There is a possible answer to this objection which can be summarised as follows. "The unaided mind is,
of course, unable to answer the `Why?' questions. But God (the `higher system' as you put it), who is the
source of human consciousness, is naturally able to guide it into the paths of truth, especially on the
important matters to do with the relationship of the lesser consciousnesses of His creation to His higher
one."
For what my opinion is worth I believe that there is some truth in this, but a truth that, like so many
others, can easily be misunderstood and misapplied.
SUMMARY
The important phenomenon of consciousness is considered in the context of asking the two important
questions, "How?" and "What?", which can be asked of any organic system. The former question
requires answers in terms of the functioning of subsystems. The latter requires answers in terms of the
place of the particular system within a larger context of which it is a subsystem. We have learned a lot
about the "How?" of the mind as a result of experiment and analysis of its subsystems. But such progress
will never, of its nature, begin to answer the "What?" questions.

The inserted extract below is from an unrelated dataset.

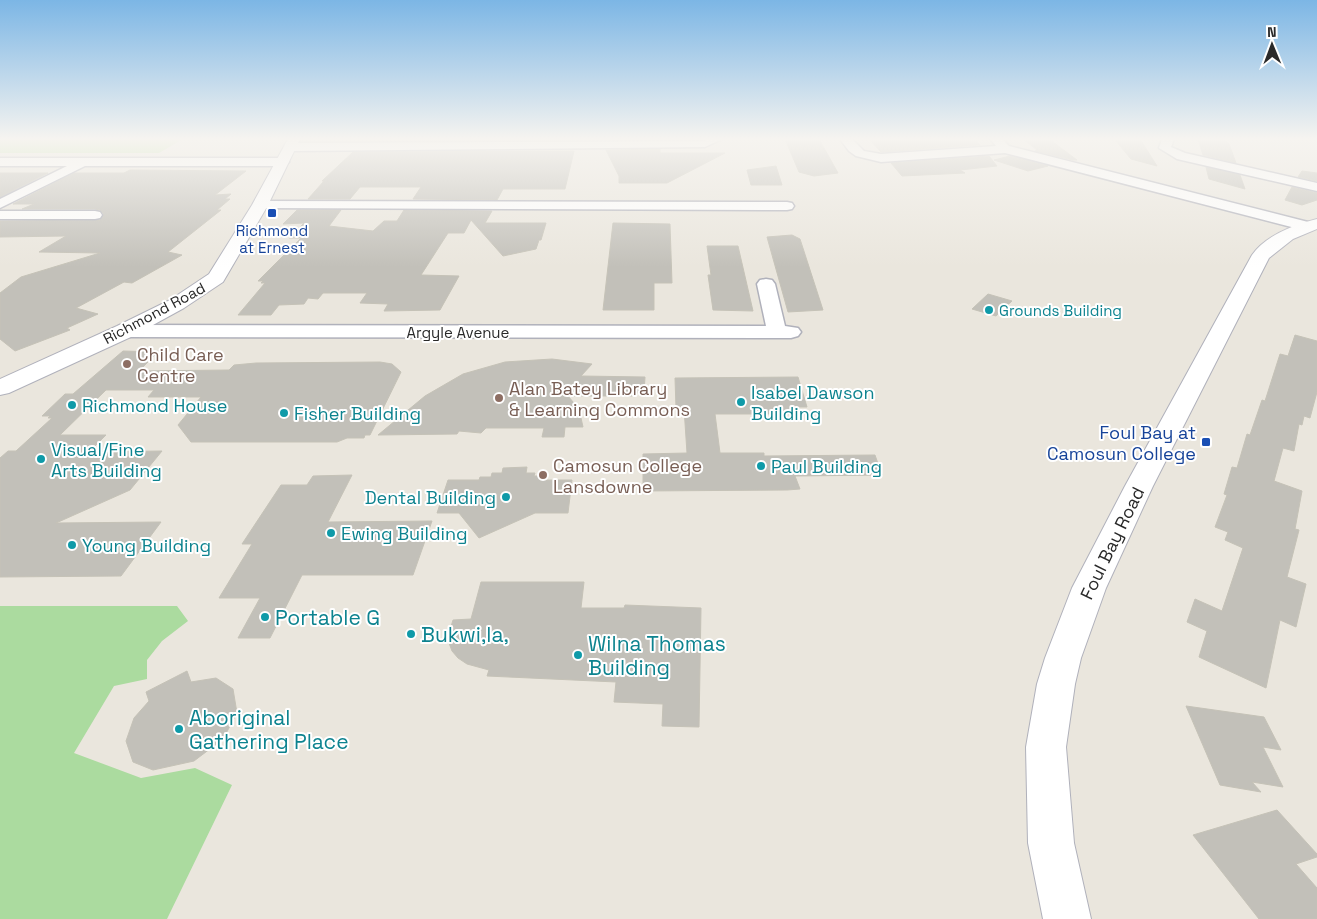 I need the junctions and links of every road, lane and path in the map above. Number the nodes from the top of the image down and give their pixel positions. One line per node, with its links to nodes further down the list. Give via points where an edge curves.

Although we may conclude that to answer the question "What is consciousness?" demands a higher
perspective than the single human mind, the limitations of an individual mind can be expected greatly to
limit any access to that perspective. It is noted that all the world's religions claim that there is a larger
system within which human consciousness has its origin and meaning. The above reasoning leads to the
conclusion that they are at least looking in the right direction. On the other hand thinkers who are looking
to answer it by means which can at best only lead to an answer to "How do conscious processes work?"
are fishing for whales in a bucket.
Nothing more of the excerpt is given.